- Ayyam Pudhur Location in Tamil Nadu, India Ayyam Pudhur Ayyam Pudhur (India)
- Coordinates: 11°24′44″N 77°28′33″E﻿ / ﻿11.4121263°N 77.4757522°E
- Country: India
- State: Tamil Nadu
- District: Erode

Population (2001)
- • Total: 650

Languages
- • Official: Tamil
- Time zone: UTC+5:30 (IST)
- PIN: 638452
- Telephone code: 04285
- Vehicle registration: TN-36

= Ayyam Pudhur =

Village in India

Ayyam Pudhur village, Nagadevam Palayam post, is a small village of less than 150 inhabitants, situated in the Gobi taluk, Erode district in Tamil Nadu.
It is located approximately 10 km from Gobichettipalayam. The nearest big village is Vellan Kovil.

==Geography==
Ayyam Pudhur has an average elevation of 330 metres (1082 feet).

==Transportation==
Ayyam Pudhur can be reached by bus from Gobi (Bus No: 10A,10B). Ayyam Pudhur is 10 kilometers from Gobi and 20 kilometers from Perundurai (Bus No: P4).

==Demographics==
As of the 2001 Indian census, Ayyam Pudhur had a population of 125. Males constitute 51% of the population and females 49%. Ayyam Pudhur has an average literacy rate of 60%, higher than the national average of 59.5%; with male literacy at 83% and female literacy at 67%. 10% of the population is under 6 years of age.

==Climate==
The climate in general is dry and characterised by scant rainfall. The maximum rainfall is recorded in Gobichettipalayam and the Gobi taluk. Ayyam Pudhur has dry weather throughout the year except during the monsoons. The Palghat Gap in the Western Ghats, which has a moderating effect on the climate of the Coimbatore district, does not render much help in bringing down the dry climate in this area. The cool moist wind that gushes out of the west coast through the Palghat gap, loses its coolness and becomes dry by the time it crosses the Coimbatore district and reaches Ayyam Pudhur.

==Economy==
Agriculture is the primary occupation, with coconuts, rice, turmeric and sugarcane being the main crops, which are marketed here in bulk. These products are exported to other states and countries.
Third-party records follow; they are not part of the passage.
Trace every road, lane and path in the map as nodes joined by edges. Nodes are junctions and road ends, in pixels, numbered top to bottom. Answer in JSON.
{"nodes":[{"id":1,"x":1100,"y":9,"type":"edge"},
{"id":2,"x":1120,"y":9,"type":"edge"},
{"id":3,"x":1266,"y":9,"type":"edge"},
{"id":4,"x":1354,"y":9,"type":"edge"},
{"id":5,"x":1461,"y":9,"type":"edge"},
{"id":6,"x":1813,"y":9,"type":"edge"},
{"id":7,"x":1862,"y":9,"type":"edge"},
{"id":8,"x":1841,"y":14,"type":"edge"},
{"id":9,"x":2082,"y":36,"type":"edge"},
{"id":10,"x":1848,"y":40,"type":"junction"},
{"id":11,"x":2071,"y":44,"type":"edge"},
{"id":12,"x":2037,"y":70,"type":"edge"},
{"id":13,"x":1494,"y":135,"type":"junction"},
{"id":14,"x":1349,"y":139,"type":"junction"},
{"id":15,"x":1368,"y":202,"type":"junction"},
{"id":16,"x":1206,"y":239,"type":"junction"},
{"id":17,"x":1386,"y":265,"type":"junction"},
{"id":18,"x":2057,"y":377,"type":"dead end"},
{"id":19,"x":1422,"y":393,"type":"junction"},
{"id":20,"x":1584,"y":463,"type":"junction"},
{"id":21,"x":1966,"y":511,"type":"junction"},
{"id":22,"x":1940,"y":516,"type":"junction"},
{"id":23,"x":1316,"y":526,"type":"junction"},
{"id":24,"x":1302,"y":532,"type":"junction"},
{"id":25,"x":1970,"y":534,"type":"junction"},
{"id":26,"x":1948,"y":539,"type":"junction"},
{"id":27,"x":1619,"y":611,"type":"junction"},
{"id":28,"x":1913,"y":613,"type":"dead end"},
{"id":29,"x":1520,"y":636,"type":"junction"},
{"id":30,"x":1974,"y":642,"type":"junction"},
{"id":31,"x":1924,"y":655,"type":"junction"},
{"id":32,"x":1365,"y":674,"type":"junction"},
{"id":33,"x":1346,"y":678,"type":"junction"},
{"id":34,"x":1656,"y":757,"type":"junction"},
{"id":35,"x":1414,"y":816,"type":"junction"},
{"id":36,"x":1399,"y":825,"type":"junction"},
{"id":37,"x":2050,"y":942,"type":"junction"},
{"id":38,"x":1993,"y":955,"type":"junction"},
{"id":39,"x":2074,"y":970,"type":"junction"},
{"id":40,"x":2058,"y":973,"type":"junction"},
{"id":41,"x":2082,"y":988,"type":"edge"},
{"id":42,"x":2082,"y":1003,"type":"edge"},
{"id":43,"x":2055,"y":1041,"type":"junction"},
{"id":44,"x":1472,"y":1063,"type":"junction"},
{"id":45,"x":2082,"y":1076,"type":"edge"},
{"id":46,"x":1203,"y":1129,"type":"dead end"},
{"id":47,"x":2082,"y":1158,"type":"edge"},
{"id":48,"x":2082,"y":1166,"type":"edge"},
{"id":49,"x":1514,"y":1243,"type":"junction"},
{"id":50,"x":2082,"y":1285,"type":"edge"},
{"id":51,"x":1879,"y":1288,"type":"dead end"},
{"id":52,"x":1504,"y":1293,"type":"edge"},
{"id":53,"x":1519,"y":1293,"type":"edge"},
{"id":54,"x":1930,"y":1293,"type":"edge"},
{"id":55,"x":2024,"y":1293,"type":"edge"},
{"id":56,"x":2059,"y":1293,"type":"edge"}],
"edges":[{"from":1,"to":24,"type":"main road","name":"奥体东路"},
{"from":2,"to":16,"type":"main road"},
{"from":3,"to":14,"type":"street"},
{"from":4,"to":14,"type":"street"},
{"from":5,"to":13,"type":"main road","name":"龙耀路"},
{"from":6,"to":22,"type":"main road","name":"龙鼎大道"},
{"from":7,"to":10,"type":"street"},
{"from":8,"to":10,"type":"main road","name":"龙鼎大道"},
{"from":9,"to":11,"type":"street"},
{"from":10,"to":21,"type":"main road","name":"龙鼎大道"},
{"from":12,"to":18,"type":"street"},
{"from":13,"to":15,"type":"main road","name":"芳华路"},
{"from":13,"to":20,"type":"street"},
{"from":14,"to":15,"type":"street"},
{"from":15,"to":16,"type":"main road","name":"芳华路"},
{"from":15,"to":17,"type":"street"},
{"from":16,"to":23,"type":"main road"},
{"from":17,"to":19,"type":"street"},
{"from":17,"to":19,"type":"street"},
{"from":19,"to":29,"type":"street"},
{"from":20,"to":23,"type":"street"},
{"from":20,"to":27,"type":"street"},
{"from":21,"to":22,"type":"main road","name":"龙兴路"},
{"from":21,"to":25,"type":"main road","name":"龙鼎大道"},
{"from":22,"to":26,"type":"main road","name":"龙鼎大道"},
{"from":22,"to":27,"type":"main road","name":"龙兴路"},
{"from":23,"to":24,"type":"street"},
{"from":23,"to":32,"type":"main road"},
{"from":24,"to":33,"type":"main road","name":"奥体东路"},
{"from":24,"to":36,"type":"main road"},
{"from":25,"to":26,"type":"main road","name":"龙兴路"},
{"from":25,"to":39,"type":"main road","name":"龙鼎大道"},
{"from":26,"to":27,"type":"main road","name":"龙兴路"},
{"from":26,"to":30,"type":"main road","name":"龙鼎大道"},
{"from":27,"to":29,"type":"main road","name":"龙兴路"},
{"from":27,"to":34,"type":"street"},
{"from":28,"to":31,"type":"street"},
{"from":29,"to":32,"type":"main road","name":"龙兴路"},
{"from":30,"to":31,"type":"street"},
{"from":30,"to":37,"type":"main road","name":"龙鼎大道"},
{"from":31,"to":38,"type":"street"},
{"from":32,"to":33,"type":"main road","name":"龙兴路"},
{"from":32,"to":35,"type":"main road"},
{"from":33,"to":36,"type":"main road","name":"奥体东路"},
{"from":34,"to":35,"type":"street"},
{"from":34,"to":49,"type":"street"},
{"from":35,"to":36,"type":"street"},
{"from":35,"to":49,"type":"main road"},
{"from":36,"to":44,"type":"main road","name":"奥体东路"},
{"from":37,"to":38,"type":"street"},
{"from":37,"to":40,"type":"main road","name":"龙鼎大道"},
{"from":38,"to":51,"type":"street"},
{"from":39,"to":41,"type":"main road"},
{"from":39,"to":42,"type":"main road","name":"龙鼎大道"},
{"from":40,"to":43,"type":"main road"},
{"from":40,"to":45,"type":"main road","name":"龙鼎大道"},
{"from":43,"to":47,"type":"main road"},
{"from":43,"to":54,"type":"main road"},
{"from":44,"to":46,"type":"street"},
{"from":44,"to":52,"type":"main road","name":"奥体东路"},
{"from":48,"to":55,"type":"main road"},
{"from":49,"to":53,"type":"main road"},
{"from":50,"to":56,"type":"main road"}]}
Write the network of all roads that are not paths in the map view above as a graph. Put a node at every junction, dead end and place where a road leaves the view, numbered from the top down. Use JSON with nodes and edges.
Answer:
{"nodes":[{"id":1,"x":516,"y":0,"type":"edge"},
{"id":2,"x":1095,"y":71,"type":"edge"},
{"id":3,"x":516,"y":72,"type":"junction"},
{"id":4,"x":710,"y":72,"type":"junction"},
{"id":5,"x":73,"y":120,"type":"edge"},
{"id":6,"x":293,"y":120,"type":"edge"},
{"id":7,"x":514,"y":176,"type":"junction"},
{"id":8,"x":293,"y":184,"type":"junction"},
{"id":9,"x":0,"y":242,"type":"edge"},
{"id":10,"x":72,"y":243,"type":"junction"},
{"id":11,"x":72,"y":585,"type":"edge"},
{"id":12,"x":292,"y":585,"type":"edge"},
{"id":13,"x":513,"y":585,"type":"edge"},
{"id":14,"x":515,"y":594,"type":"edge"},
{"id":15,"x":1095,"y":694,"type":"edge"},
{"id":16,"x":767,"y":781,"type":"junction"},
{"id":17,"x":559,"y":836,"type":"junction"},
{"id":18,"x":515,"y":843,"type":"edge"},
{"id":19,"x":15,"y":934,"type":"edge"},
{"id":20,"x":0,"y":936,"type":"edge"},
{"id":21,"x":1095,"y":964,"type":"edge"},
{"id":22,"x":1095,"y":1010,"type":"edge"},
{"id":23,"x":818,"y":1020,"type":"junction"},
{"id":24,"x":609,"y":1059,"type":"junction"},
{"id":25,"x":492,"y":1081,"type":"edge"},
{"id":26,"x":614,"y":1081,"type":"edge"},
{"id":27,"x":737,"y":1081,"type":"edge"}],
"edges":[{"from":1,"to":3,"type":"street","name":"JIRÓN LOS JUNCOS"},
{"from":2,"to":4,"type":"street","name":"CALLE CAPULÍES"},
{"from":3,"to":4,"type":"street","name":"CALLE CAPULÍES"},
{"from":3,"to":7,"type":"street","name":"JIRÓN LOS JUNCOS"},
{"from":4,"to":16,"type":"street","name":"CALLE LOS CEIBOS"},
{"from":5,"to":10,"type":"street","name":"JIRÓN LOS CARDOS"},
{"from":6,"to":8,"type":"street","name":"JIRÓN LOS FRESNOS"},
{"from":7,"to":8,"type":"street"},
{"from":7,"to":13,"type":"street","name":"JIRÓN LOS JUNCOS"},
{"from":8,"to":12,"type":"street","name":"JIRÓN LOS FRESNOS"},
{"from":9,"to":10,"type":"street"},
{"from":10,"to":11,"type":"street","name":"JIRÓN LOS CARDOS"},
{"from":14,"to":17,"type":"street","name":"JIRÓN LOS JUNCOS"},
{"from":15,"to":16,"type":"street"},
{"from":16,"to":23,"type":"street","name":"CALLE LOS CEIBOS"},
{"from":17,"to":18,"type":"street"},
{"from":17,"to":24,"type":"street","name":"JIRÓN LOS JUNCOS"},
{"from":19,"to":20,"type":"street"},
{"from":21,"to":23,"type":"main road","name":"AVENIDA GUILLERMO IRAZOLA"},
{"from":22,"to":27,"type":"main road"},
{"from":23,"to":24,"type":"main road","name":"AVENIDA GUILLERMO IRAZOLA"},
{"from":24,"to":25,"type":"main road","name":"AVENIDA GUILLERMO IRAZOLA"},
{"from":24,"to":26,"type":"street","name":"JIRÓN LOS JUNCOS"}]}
Ayyam Pudhur is well known for handloom, and powerloom textile products and ready made garments.

==Fairs and festivals==
There is one old temple dedicated to Mariamman in Ayyam Pudhur.

==Media and communication==

===Telecommunications===
Ayyam Pudhur has good a communications infrastructure, with all major service providers present in the area. Services available are DOT landline, CDMA and GSM. Fiber-optic cables were laid in 2001, improving internet access, which had begun with the establishment of a dial-up and broadband connection in 1996.

==Educational institutions==
The village has one Government Elementary School and a Govt Higher Secondary School.